As of this writing, the court has not acceded to the government’s request that all the responsive interviews be turned over to British law enforcement.
Upon its initial in camera review, the court, which has access to sealed information about the underlying criminal investigation that Boston College does not have, ruled that the Price materials had to be turned over given their relevance to the investigation.
The court has not ruled on the remaining interviews in question, and our hope is that these remaining materials under the judge’s review will not have to be released. That is one reason why Boston College chose not to appeal the court’s decision, deeming this option to be the better course to protect the interests of interviewees and to help preserve the court’s recognition of the important interests in protecting academic research more broadly than had been previously recognised in law.
There have been people who have faulted Boston College for not adopting this or that particular stratagem, and we appreciate how expressions of concern have sometimes been prompted by either an honest difference of opinion over how best to serve all concerned, or simply by the failure to understand the need to respect American law while still seeking the desired outcome.
But the suggestion by former project director Ed Moloney that Boston College, defying the court, should pre-emptively burn the transcripts is an example of just how unhinged the dialogue has become in some quarters.
Universities do not engage in either the burning of books or in the torching of transcripts.
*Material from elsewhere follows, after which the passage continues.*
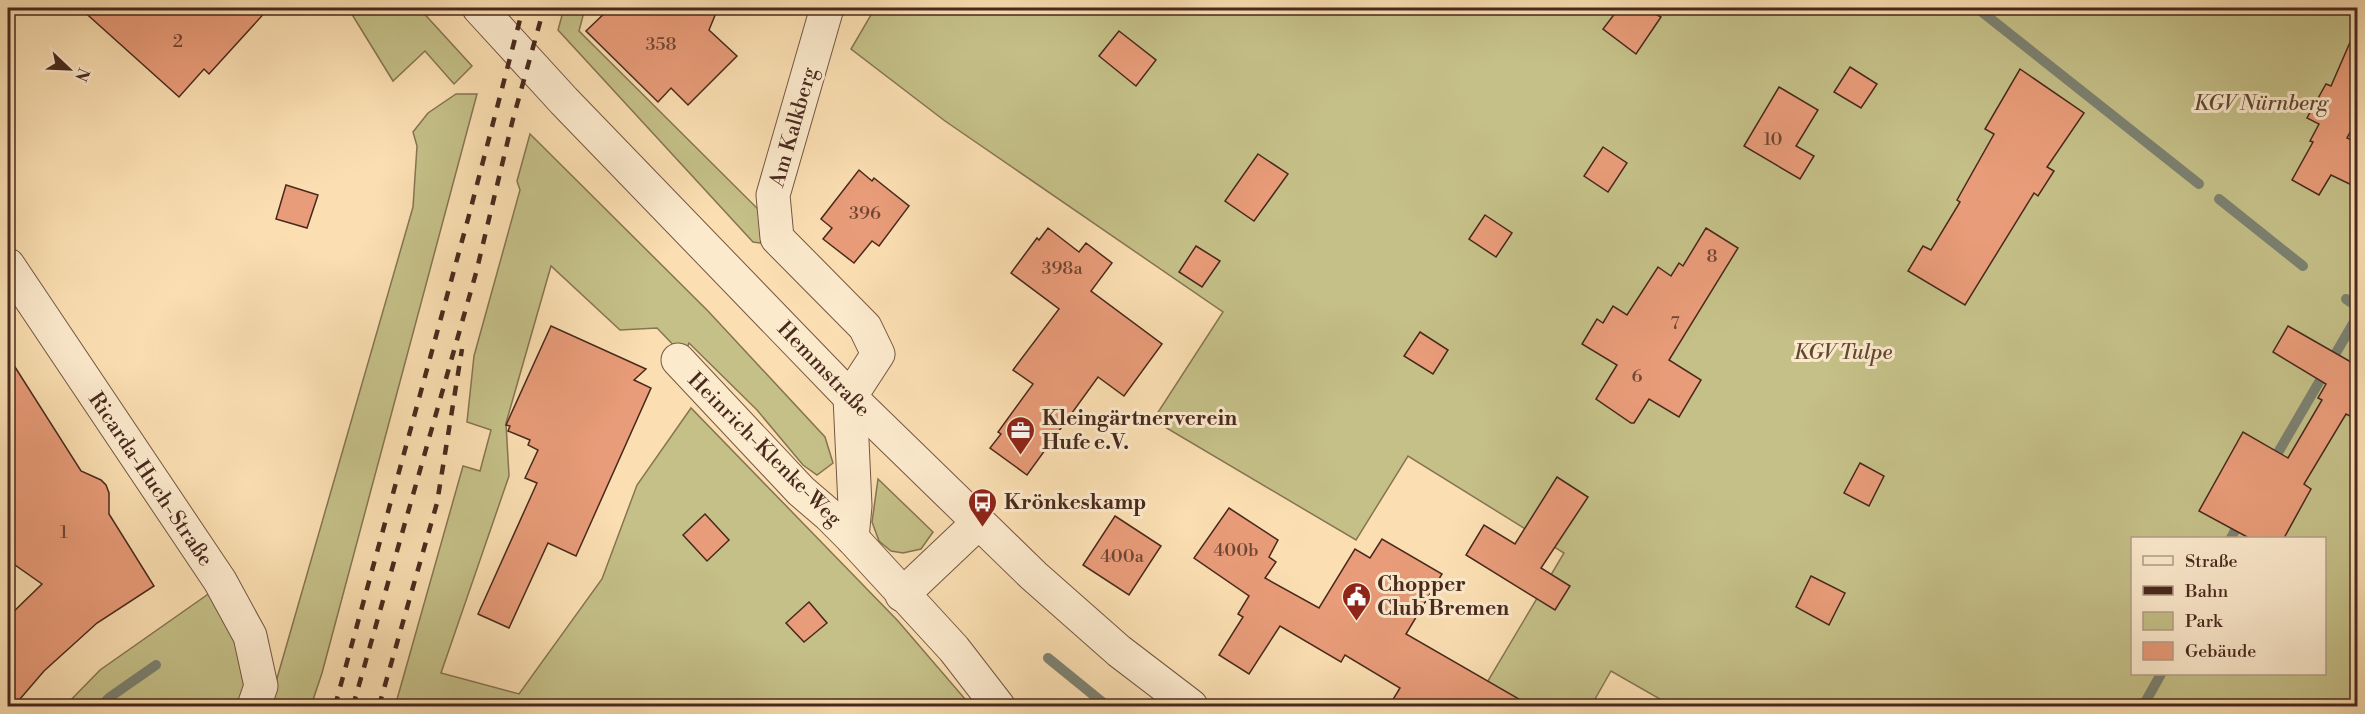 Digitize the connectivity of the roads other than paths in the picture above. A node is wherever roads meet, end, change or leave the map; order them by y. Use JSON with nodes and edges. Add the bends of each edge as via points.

Rather, we have engaged in legal proceedings in the hope of securing a favourable outcome.
That is our plan, and we hope that it will prove successful for the sake of the peace and reconciliation process in Northern Ireland, and the enterprise of oral history in the United States and abroad.
Thomas E Hachey, university professor of history and executive director – Center for Irish Programs; Dr Robert K O’Neill Burns Librarian, Burns Library, Boston College.